2

Stumbled upon few articles claiming that passing by value could improve performance if function is gonna make a copy anyway.

I never really thought about how pass-by-value might be implemented under the hood. Exactly what happens on stack when you do smth like this: F v = f(g(h()))?

After pondering a bit I came to conclusion that I'd implement it in such way that value returned by g() is created in locations where f() expects it to be. So, basically, no copy/move constructor calls -- f() will simply take ownership of object returned by g() and destroy it when execution leaves f()'s scope. Same for g() -- it'll take ownership of object returned by h() and destroy it on return.

Alas, compilers seem to disagree. Here is the test code:

#include <cstdio>

using std::printf;

struct H
{
    H() { printf("H ctor\n"); }
    ~H() { printf("H dtor\n"); }
    H(H const&) {}
//    H(H&&) {}
//    H(H const&) = default;
//    H(H&&) = default;
};

H h() { return H(); }

struct G
{
    G() { printf("G ctor\n"); }
    ~G() { printf("G dtor\n"); }
    G(G const&) {}
//    G(G&&) {}
//    G(G const&) = default;
//    G(G&&) = default;
};

G g(H) { return G(); }

struct F
{
    F() { printf("F ctor\n"); }
    ~F() { printf("F dtor\n"); }
};

F f(G) { return F(); }

int main()
{
    F v = f(g(h()));
    return 0;
}

On MSVC 2015 it's output is exactly what I expected:

H ctor
G ctor
H dtor
F ctor
G dtor
F dtor

But if you comment out copy constructors it looks like this:

H ctor
G ctor
H dtor
F ctor
G dtor
G dtor
H dtor
F dtor

I suspect that removing user-provided copy constructor causes compiler to generate move-constructor, which in turn causes unnecessary 'move' which doesn't go away no matter how big objects in question are (try adding 1MB array as member variable). I.e. compiler prefers 'move' so much that it chooses it over not doing anything at all.
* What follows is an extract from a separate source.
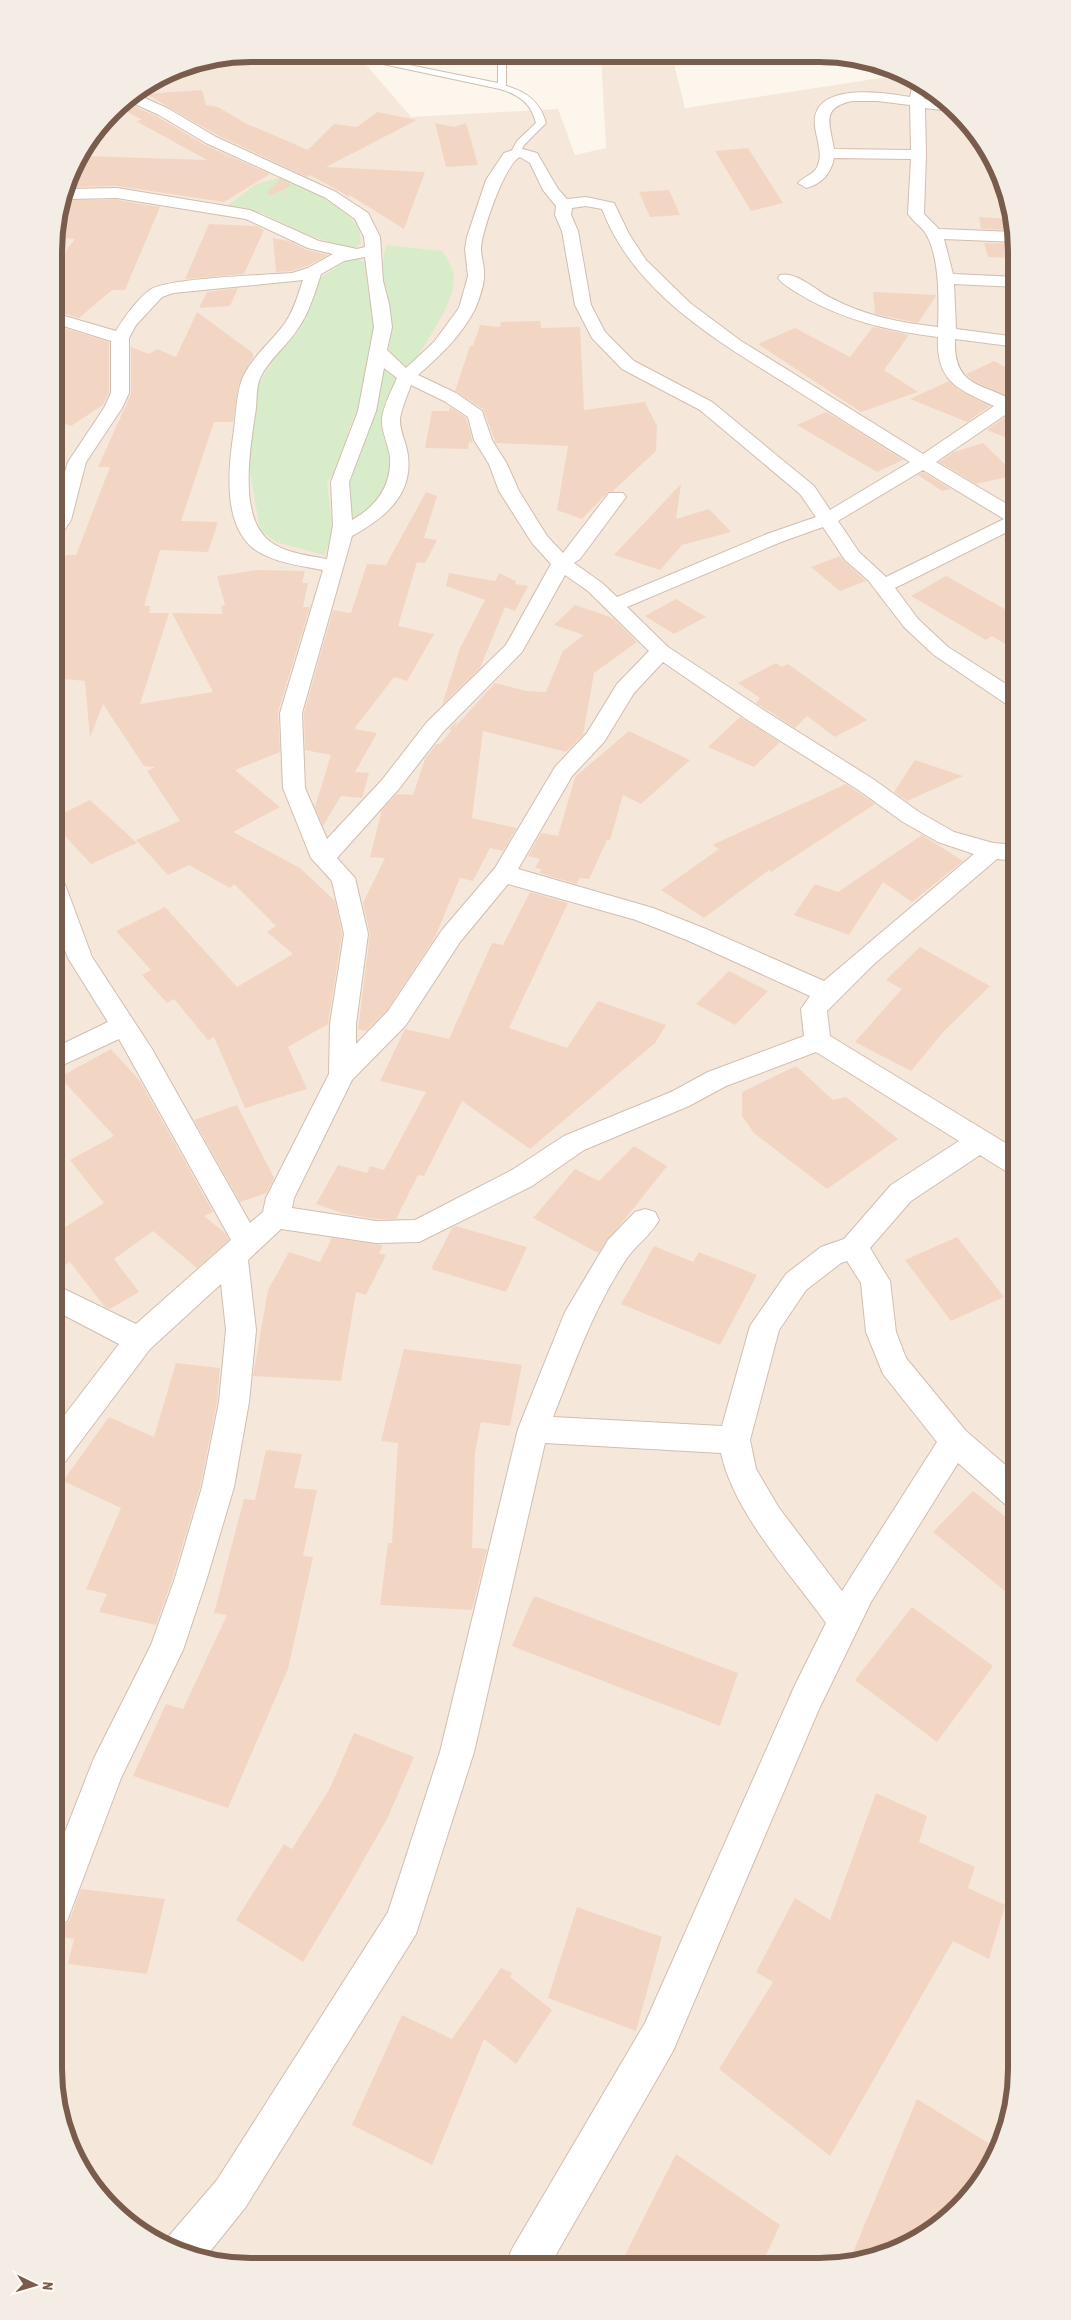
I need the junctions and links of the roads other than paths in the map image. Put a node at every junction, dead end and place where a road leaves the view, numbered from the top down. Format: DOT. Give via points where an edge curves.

It seems like a bug in MSVC, but I would really like someone to explain (and/or justify) what is going on here. This is question #1.

Now, if you try GCC 5.4.0 output simply doesn't make any sense:

H ctor
G ctor
F ctor
G dtor
H dtor
F dtor

H has to be destroyed before F is created! H is local to g()'s scope! Note that playing with constructors has zero effect on GCC here.

Same as with MSVC -- looks like a bug to me, but can someone explain/justify what is going on here? That is question #2.

It is really silly that after many years of working with C++ professionally I run into issues like this... After almost 4 decades compilers still can't agree on how to pass values around?

C.M.
  • 3,071
  • 1
  • 14
  • 33
  • just in case -- I know what RVO is... and I know C++ extremely well. And yet I can't find a good answer to these two questions – C.M. Oct 01 '16 at 06:33
  • 2
    What optimization levels are you using? "Compilers can't agree", copy-constructor ellision is an *optimization* - so whether it happens or not is a QOI issue (and the correctness of your program must not depend on it). – Martin Bonner supports Monica Oct 01 '16 at 07:12
  • Optimization lvls have no effect. Can't find anything in standard regarding cctor/mctor elision that would explain whats going on here. Note that we are talking about passing *rvalues* of proper type as arguments to another function -- I kinda expected not having any extra copies (or moves) here... – C.M. Oct 01 '16 at 17:22
  • 1
    This link may help you figure out what is going on: http://en.cppreference.com/w/cpp/language/copy_elision Good luck – Ahmad Siavashi Oct 02 '16 at 22:15
  • http://stackoverflow.com/questions/12953127/what-are-copy-elision-and-return-value-optimization – Ahmad Siavashi Oct 02 '16 at 22:51

3 Answers3

4

For passing a parameter by value, the parameter is a local variable to the function, and it's initialized from the corresponding argument to the function call.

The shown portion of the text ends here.